Nietzsche did not believe in free will.  Nor did he believe in predetermination of outcomes.  What he did believe in is the power of the will.  The power of determination of one’s current choices and future events.  He thus abandoned historical and cultural superstitions and necessities in favor of the use of the will to determine choices.  In other words, one did not act because one always acted that way, one acted after considerations presented to the will which made the choices.  We should think of our concepts of personal freedom, lack of prejudice, delinquent behavior, aberrant and destructive crowd behavior and riots.  This is not the exercise of free will or freedom we as Americans believe in.  Apparently, certain “freedom loving” individuals acting as a crowd were exercising their free will by looting, rioting and destroying property and lives in the name of Anti-fascism and white prejudice and a rich-poor caste system.  Nietzsche would give the power of will to make men great by willing the choices one makes.  (I know this is difficult to conceive, but this teaching is the basis for all “law and order” beliefs.)
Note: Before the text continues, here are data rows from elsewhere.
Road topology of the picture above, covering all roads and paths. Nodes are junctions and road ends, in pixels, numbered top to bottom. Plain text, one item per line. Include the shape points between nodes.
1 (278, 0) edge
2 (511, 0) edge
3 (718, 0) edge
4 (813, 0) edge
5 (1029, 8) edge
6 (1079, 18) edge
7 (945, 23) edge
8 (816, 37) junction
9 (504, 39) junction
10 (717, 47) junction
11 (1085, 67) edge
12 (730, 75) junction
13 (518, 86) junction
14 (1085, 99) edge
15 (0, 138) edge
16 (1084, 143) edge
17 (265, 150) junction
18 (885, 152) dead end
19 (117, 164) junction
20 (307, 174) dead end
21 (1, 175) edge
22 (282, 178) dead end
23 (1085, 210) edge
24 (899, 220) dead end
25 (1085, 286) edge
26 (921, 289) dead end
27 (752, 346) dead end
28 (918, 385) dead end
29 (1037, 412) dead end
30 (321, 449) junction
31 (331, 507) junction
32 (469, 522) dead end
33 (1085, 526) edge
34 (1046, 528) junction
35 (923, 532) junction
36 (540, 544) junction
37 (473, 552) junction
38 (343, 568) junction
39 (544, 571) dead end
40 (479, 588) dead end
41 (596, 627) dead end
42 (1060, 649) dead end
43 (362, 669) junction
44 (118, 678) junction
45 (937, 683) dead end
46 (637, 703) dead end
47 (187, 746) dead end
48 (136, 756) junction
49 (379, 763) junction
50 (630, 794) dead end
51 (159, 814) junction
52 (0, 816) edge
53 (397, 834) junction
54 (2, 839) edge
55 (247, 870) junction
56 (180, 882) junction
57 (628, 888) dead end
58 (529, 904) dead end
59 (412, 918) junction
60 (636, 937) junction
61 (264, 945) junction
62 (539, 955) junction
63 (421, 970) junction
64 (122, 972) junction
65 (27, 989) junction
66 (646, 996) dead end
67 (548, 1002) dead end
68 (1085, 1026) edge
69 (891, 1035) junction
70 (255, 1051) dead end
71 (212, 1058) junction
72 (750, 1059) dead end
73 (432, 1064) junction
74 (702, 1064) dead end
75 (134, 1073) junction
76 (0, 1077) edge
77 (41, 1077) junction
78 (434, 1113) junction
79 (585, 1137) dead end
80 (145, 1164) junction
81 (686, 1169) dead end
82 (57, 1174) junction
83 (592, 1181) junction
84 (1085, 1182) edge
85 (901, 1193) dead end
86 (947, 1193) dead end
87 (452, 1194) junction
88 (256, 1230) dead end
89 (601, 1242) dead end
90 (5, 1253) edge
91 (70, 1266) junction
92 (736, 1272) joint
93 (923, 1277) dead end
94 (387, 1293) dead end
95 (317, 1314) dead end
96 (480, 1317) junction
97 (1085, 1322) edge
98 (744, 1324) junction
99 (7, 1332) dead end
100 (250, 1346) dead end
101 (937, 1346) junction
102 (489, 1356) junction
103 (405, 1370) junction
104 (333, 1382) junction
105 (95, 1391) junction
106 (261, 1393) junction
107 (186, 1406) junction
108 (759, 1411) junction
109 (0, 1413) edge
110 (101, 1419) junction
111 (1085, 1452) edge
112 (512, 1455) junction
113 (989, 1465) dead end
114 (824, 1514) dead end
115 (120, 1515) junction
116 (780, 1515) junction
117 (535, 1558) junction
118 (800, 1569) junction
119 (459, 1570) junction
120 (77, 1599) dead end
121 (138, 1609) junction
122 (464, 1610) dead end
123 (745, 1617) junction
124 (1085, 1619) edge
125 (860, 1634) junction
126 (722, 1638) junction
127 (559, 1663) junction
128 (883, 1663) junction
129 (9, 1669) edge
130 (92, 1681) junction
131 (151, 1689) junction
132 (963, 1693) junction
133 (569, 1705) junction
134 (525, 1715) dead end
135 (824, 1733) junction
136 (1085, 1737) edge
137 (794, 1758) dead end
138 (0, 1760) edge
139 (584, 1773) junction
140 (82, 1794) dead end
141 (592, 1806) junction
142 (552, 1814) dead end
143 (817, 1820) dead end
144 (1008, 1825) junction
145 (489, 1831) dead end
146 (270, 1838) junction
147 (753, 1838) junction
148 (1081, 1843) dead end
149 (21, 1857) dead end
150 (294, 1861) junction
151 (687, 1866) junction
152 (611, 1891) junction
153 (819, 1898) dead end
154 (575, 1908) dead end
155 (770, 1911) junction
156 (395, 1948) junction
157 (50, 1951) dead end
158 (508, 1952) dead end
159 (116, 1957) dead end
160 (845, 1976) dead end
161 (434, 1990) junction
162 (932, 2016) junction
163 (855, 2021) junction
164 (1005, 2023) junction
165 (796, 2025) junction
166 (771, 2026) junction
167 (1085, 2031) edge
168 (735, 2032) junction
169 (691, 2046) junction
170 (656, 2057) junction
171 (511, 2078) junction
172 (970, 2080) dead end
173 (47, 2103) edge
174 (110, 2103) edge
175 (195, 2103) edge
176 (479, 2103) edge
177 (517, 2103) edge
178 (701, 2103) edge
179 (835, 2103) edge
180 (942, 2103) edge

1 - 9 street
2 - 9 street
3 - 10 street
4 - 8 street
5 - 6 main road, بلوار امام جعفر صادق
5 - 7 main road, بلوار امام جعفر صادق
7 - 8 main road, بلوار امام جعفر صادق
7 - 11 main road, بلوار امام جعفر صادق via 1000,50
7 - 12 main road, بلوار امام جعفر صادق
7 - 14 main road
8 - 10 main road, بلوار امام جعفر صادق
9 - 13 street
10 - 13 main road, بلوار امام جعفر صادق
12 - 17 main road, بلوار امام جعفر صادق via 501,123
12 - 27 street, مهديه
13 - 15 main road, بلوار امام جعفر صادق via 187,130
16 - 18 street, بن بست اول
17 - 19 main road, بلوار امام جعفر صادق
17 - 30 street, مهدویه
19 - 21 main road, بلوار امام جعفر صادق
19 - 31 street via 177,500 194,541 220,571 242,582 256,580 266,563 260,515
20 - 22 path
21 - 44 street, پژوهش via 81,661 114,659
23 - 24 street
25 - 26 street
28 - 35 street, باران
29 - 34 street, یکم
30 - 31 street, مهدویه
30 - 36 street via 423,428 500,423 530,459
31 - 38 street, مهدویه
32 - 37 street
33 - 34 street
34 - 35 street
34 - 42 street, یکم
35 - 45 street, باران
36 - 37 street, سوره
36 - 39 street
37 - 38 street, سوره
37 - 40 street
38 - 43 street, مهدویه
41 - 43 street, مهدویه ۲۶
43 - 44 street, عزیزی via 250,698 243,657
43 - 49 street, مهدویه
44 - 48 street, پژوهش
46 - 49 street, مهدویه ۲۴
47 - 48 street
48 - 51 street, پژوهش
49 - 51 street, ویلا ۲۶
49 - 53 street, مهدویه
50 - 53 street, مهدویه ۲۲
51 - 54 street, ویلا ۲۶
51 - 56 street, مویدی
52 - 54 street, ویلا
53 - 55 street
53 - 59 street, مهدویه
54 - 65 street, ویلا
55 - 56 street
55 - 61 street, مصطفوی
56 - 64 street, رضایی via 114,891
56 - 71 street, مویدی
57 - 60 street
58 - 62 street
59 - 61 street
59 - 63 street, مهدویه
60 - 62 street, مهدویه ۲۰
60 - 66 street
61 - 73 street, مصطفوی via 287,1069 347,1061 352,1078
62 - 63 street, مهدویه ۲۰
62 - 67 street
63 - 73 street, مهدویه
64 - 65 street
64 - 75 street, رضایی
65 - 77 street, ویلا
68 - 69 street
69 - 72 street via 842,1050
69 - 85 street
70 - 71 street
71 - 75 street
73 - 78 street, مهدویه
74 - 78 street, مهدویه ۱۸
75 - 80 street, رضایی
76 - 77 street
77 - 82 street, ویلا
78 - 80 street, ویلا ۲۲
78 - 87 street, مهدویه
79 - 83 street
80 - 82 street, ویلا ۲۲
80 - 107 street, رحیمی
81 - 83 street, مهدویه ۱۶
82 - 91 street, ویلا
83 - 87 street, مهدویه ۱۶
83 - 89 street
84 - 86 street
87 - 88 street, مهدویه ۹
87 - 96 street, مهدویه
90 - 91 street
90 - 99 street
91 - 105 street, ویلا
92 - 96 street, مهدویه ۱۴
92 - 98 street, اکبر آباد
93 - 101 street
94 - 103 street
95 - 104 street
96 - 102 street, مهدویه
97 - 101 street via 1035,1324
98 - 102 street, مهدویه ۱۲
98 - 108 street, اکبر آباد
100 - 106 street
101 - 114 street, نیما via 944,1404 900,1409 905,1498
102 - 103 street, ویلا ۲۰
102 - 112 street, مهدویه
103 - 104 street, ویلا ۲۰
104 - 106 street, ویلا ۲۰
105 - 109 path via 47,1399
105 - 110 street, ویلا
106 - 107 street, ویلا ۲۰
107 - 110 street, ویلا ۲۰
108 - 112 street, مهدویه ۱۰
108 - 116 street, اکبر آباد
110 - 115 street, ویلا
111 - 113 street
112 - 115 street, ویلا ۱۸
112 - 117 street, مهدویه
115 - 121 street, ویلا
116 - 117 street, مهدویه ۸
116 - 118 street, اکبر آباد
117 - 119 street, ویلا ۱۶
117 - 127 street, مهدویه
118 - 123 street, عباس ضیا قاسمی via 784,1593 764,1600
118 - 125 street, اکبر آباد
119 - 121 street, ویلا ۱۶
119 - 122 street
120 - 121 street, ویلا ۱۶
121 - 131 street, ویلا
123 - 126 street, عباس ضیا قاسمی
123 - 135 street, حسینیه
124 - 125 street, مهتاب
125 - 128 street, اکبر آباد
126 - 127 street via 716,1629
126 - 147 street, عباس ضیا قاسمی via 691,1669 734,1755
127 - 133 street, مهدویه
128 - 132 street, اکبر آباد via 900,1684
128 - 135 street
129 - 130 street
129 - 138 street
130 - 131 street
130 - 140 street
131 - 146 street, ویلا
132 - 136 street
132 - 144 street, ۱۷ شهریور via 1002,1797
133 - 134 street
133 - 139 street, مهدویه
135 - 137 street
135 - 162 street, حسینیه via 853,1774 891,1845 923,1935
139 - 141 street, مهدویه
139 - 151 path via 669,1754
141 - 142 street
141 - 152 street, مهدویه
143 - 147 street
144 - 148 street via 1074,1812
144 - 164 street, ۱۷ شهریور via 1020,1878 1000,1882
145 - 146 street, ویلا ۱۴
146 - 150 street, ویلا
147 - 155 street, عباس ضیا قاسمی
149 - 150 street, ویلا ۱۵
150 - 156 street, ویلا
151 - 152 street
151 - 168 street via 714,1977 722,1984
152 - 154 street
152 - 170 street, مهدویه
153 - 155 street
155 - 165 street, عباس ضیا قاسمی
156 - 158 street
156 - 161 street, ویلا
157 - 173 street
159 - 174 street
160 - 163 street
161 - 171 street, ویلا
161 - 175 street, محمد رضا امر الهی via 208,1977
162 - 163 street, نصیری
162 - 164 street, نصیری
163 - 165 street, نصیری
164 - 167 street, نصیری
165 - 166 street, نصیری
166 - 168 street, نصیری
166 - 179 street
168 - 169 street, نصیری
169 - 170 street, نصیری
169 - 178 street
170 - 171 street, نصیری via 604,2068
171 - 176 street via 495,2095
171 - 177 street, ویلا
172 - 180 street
Leaving this to you study and thought, I would like to list a few of the tenants of Existentialism which grew out of the Nihilism of Dr. Nietzsche.

*a practical philosophy which centers on the lived experience of the thinking, feeling and acting individual (as opposed to the crowd, community or gang).

*the most important consideration for individuals is that they are individuals, acting independently to create their own values, consciousness of good and evil and meaning which defines them as a person.

*Nothing fixes our purpose but we ourselves.  We are free to choose the will to succeed

*We, as free persons, have the power to reject the absurd and the absurdity of concepts.  (Beyond mathematical absurdity, to religious teachings and precepts.) or to embrace it as an acceptance by faith.

*The most important tool and possession of the political person is the vote.  It should have weight, meaning and used after careful thought regarding free choices, as in an election.

*The power of government derives from the consent of the citizens.

Concepts such as these pervade our Constitution which in turn is a rejection of many teachings of Dr. Frederich Nietzsche.

1 Comments for : Nietzsche to Existentialism
    • Ron Rocke
    • January 7, 2021

    John; It is always interesting and educational to read your reflections.
    I miss seeing and talking to you at the Rotary Breakfast meetings.